A nadie extrañará que en un blog sobre teatro clásico circulen nombres como Calderón, Lope o Tirso, pero si mencionase a un tal Andrés de Abadía, Antonio de Fajardo y Acevedo o a Pedro de Benavide otra cosa sería, ¿verdad? Claro, y es que cómo van a formar parte de nuestro acervo figuras tan periféricas como un apuntador, un cobrador, un guardarropa o un músico. Sin embargo, la función o funciones que cumplían muchos de ellos, con mayor o menor incidencia en la representación, tenía su importancia dentro de la compañía de la que formaban parte.

"El aguador de Sevilla" de Diego de Velázquez

En una tarde de función, la representación de la pieza dramática no era lo único que atraía al público; el ambiente festivo y las posibilidades de relacionarse también debían ser un aliciente a la hora de pagar una entrada. Ahí está el alojero, ese vendedor de agua, frutas y otras mercancías en el interior del corral que, junto a los vasos de aloja, lleva también los papeles supuestamente amorosos que hombres y mujeres se intercambiaban, ¡vamos!, el celestino del patio. Fijémonos en esos mozos que entran y salen del escenario sin decir palabra y a los que con un explicativo sobrenombre se les llama “metesillas” o “sacamuertos. Y no se queda atrás, en cuanto a la curiosa denominación con que se le conocía, la figura del “apretador”, encargado de garantizar su asiento a aquellos que  habían pagado un plus para asistir sentados a la representación y, haciendo honor a su nombre, intenta sentar al mayor número de espectadores con el fin de incrementar el aforo.

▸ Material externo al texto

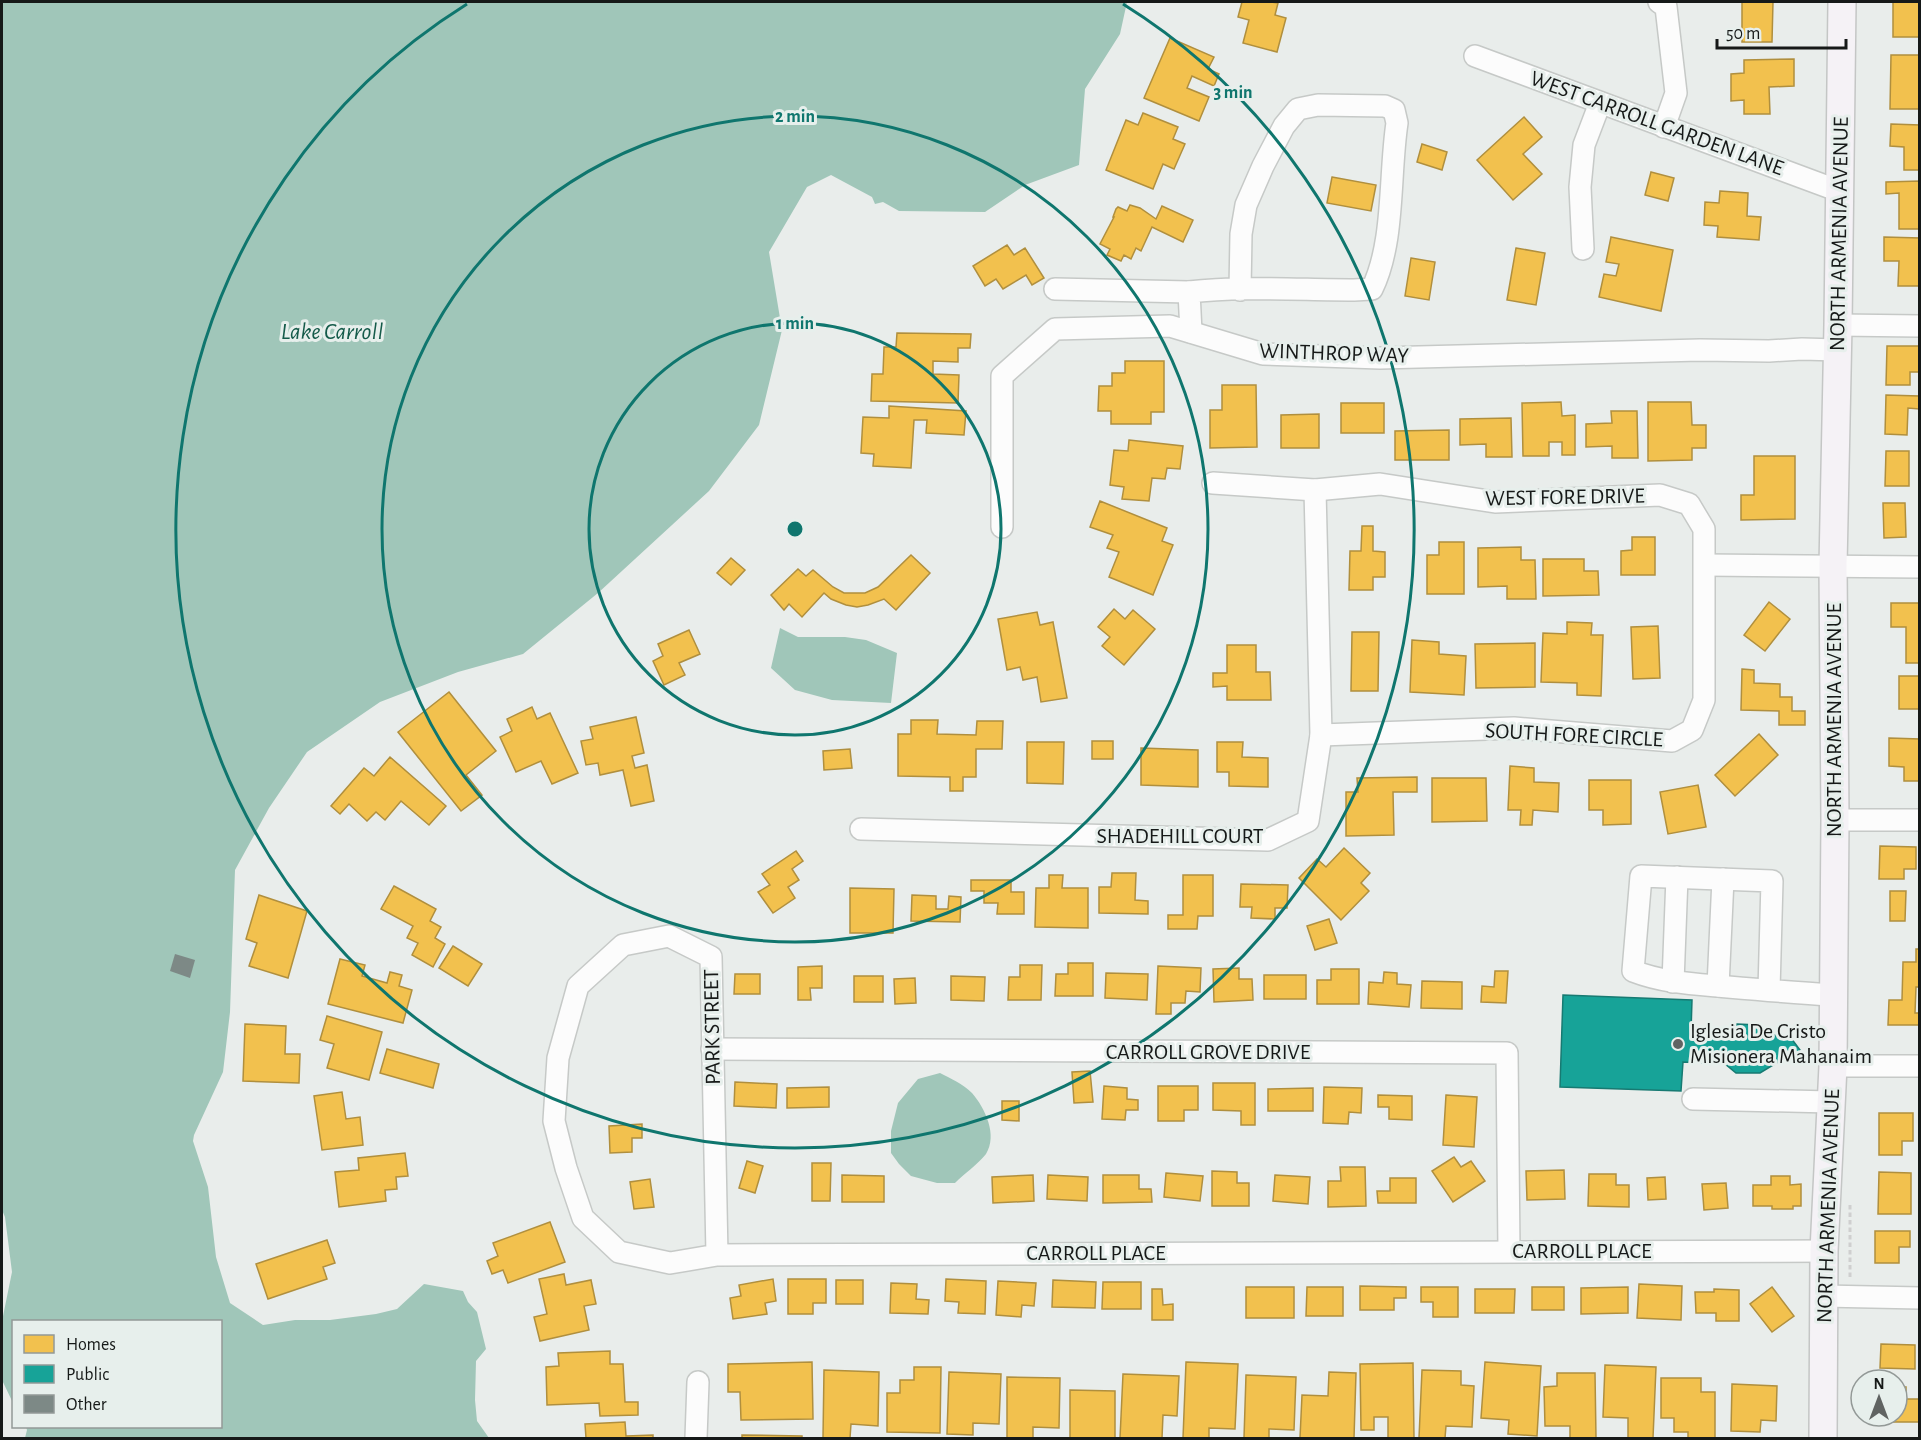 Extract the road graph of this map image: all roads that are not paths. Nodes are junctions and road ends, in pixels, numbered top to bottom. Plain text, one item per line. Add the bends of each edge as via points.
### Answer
1 (1659, 2) edge
2 (1842, 2) edge
3 (1475, 56) dead end
4 (1600, 103) junction
5 (1664, 127) junction
6 (1839, 191) junction
7 (1583, 249) dead end
8 (1055, 289) dead end
9 (1240, 290) junction
10 (1189, 292) junction
11 (1920, 326) edge
12 (1191, 332) junction
13 (1838, 337) junction
14 (1213, 483) dead end
15 (1315, 490) junction
16 (1002, 526) dead end
17 (1705, 565) junction
18 (1833, 566) junction
19 (1920, 567) edge
20 (1321, 735) junction
21 (1835, 820) junction
22 (1920, 820) edge
23 (861, 829) dead end
24 (1677, 877) junction
25 (1723, 879) junction
26 (1673, 982) junction
27 (1718, 986) junction
28 (1769, 990) junction
29 (1833, 995) junction
30 (568, 1024) joint
31 (712, 1049) junction
32 (1833, 1066) junction
33 (1920, 1066) edge
34 (1693, 1099) dead end
35 (1831, 1102) junction
36 (1509, 1251) junction
37 (1824, 1251) junction
38 (717, 1255) junction
39 (1823, 1296) junction
40 (1920, 1298) edge
41 (698, 1382) dead end
42 (696, 1438) edge
43 (1823, 1438) edge

1 - 5 street via 1666,7 1676,93
2 - 6 main road, NORTH ARMENIA AVENUE
3 - 4 street, WEST CARROLL GARDEN LANE
4 - 5 street, WEST CARROLL GARDEN LANE
4 - 7 street via 1584,145 1580,187
5 - 6 street, WEST CARROLL GARDEN LANE
6 - 13 main road, NORTH ARMENIA AVENUE
8 - 10 street
9 - 9 street via 1372,289 1387,241 1397,123 1394,110 1384,106 1318,105 1298,109 1284,126 1246,205
9 - 10 street
10 - 12 street
11 - 13 street, WINTHROP WAY
12 - 13 street, WINTHROP WAY via 1263,354 1345,357 1769,351 1802,349
12 - 16 street, WINTHROP WAY via 1170,326 1055,330 1002,376
13 - 18 main road, NORTH ARMENIA AVENUE
14 - 15 street, WEST FORE DRIVE
15 - 17 street, WEST FORE DRIVE via 1380,484 1495,502 1660,495 1689,504 1704,529
15 - 20 street, SHADEHILL COURT
17 - 18 street
17 - 20 street, SOUTH FORE CIRCLE via 1704,700 1692,730 1672,741 1514,728
18 - 19 street
18 - 21 main road, NORTH ARMENIA AVENUE
20 - 23 street, SHADEHILL COURT via 1308,821 1268,840
21 - 22 street
21 - 29 main road, NORTH ARMENIA AVENUE
24 - 25 street
24 - 26 street
24 - 26 street via 1641,876 1633,971
25 - 27 street
25 - 28 street via 1772,881
26 - 27 street
27 - 28 street
28 - 29 street
29 - 32 main road, NORTH ARMENIA AVENUE
30 - 31 street, PARK STREET via 578,986 623,945 669,936 711,957
30 - 38 street, CARROLL PLACE via 558,1058 554,1121 583,1218 619,1252 670,1263
31 - 36 street, CARROLL GROVE DRIVE via 1507,1053
31 - 38 street, PARK STREET
32 - 33 street
32 - 35 main road, NORTH ARMENIA AVENUE
34 - 35 street
35 - 37 main road, NORTH ARMENIA AVENUE
36 - 37 street, CARROLL PLACE
36 - 38 street, CARROLL PLACE
37 - 39 main road, NORTH ARMENIA AVENUE
39 - 40 street
39 - 43 main road, NORTH ARMENIA AVENUE
41 - 42 street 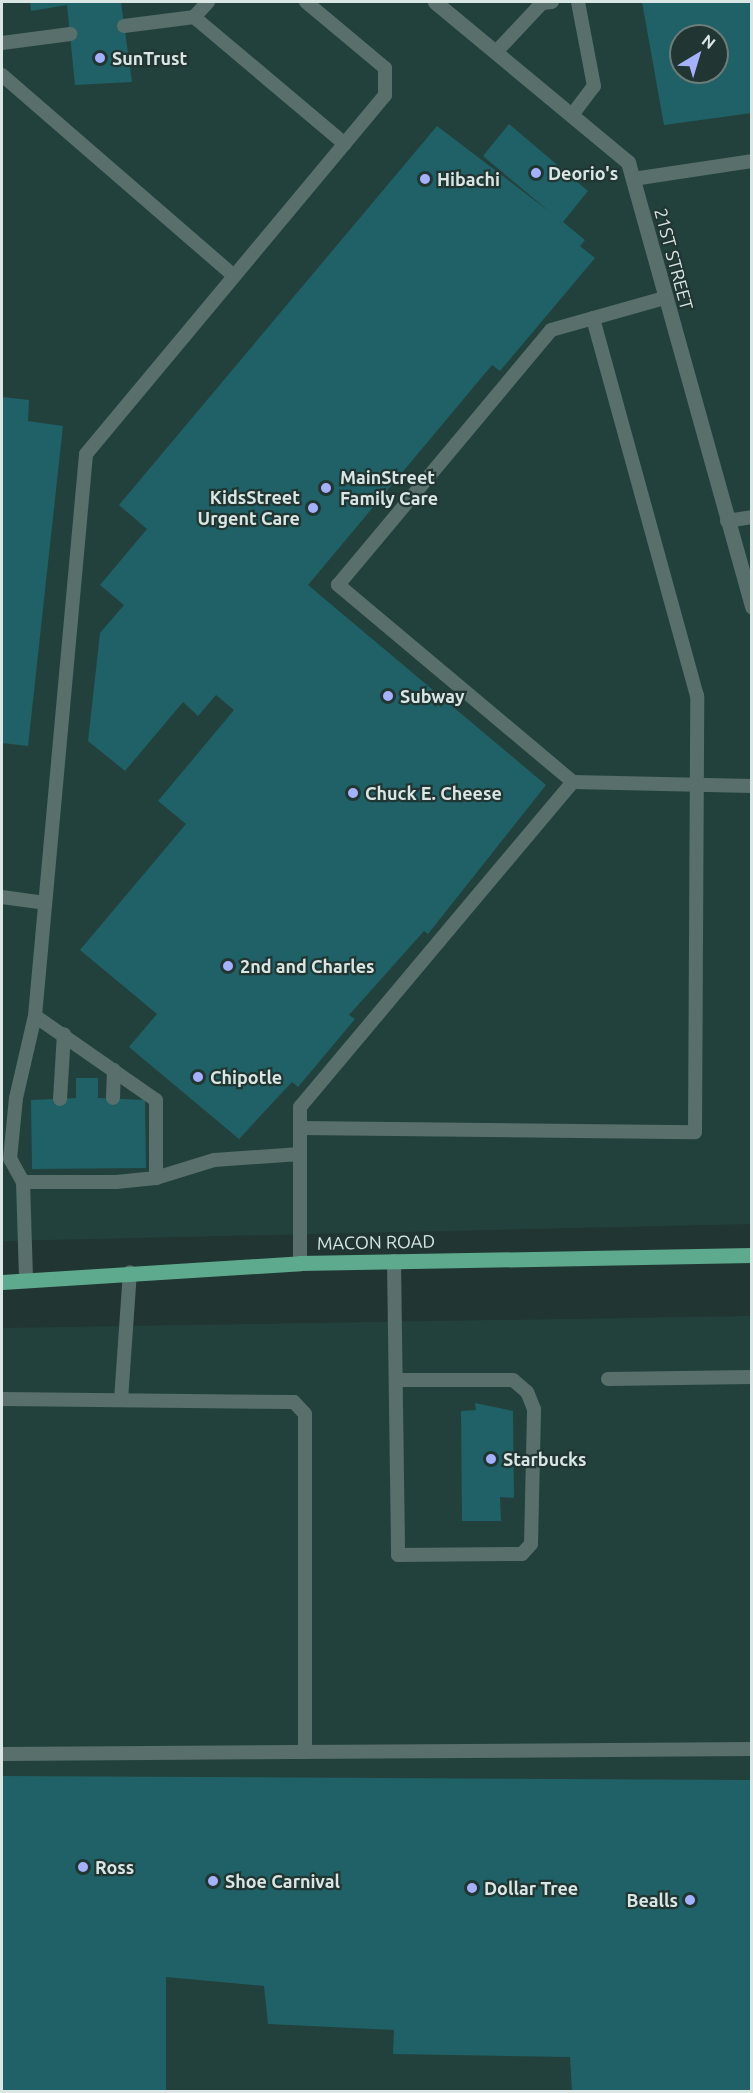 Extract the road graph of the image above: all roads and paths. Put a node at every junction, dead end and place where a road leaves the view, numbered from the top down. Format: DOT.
graph roads {
  1 [pos="208,2"];
  2 [pos="306,2"];
  3 [pos="435,2"];
  4 [pos="552,2"];
  5 [pos="579,2"];
  6 [pos="194,17"];
  7 [pos="124,26"];
  8 [pos="70,34"];
  9 [pos="2,43"];
  10 [pos="496,52"];
  11 [pos="2,75"];
  12 [pos="572,115"];
  13 [pos="345,144"];
  14 [pos="752,161"];
  15 [pos="633,179"];
  16 [pos="234,276"];
  17 [pos="664,298"];
  18 [pos="593,318"];
  19 [pos="752,517"];
  20 [pos="727,521"];
  21 [pos="752,607"];
  22 [pos="573,782"];
  23 [pos="697,786"];
  24 [pos="752,786"];
  25 [pos="2,897"];
  26 [pos="45,903"];
  27 [pos="35,1016"];
  28 [pos="64,1034"];
  29 [pos="114,1070"];
  30 [pos="113,1098"];
  31 [pos="60,1099"];
  32 [pos="300,1128"];
  33 [pos="300,1154"];
  34 [pos="156,1178"];
  35 [pos="23,1182"];
  36 [pos="752,1255"];
  37 [pos="394,1261"];
  38 [pos="300,1263"];
  39 [pos="130,1272"];
  40 [pos="26,1280"];
  41 [pos="2,1282"];
  42 [pos="752,1377"];
  43 [pos="608,1379"];
  44 [pos="399,1380"];
  45 [pos="2,1399"];
  46 [pos="121,1400"];
  47 [pos="752,1749"];
  48 [pos="305,1752"];
  49 [pos="2,1754"];
  1 -- 6 [label="lane"];
  2 -- 13 [label="lane"];
  3 -- 10 [label="street, 21ST STREET"];
  4 -- 10 [label="lane"];
  5 -- 12 [label="lane"];
  6 -- 7 [label="lane"];
  6 -- 13 [label="lane"];
  8 -- 9 [label="lane"];
  10 -- 12 [label="street, 21ST STREET"];
  11 -- 16 [label="lane"];
  12 -- 15 [label="street, 21ST STREET"];
  13 -- 16 [label="lane"];
  14 -- 15 [label="lane"];
  15 -- 17 [label="street, 21ST STREET"];
  16 -- 26 [label="lane"];
  17 -- 18 [label="lane"];
  17 -- 20 [label="street, 21ST STREET"];
  18 -- 22 [label="lane"];
  18 -- 23 [label="lane"];
  19 -- 20 [label="lane"];
  20 -- 21 [label="street, 21ST STREET"];
  22 -- 23 [label="lane"];
  22 -- 32 [label="lane"];
  23 -- 24 [label="lane"];
  23 -- 32 [label="lane"];
  25 -- 26 [label="lane"];
  26 -- 27 [label="lane"];
  27 -- 28 [label="lane"];
  27 -- 35 [label="lane"];
  28 -- 29 [label="lane"];
  28 -- 31 [label="lane"];
  29 -- 30 [label="lane"];
  29 -- 34 [label="lane"];
  32 -- 33 [label="lane"];
  33 -- 34 [label="lane"];
  33 -- 38 [label="lane"];
  34 -- 35 [label="lane"];
  35 -- 40 [label="lane"];
  36 -- 37 [label="main road, MACON ROAD"];
  37 -- 38 [label="main road, MACON ROAD"];
  37 -- 44 [label="lane"];
  38 -- 39 [label="main road, MACON ROAD"];
  39 -- 40 [label="main road, MACON ROAD"];
  39 -- 46 [label="lane"];
  40 -- 41 [label="main road, MACON ROAD"];
  42 -- 43 [label="lane"];
  44 -- 44 [label="lane"];
  45 -- 46 [label="lane"];
  46 -- 48 [label="lane"];
  47 -- 48 [label="lane"];
  48 -- 49 [label="lane"];
}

Esta galería de personajes, a los que aún podríamos añadir el mantenedor del orden y el tramoyista, no figuran en las historias clásicas del teatro, y hasta hace relativamente poco, es cierto, tampoco los representantes y autores conseguían hacerse un hueco en ellas, no obstante yo he querido traerlos a este espacio teatral del siglo XXI para rendirles un pequeño homenaje, y de paso, poner de nuevo en primer plano la idea de que teatro, lo que se dice teatro, es algo más que el texto dramático al que con suerte podemos acceder nosotros.

Rosa Durá // Universitat de València

2 comentarios en “En los márgenes del teatro clásico

  1. Rosa, gracias por recordarnos la existencia de estas figuras secundarias pero tan características del teatro clásico. Indagar sobre su función nos hace tener una idea de cómo era el espectáculo teatral en aquella época, tan distinto del nuestro en gran medida.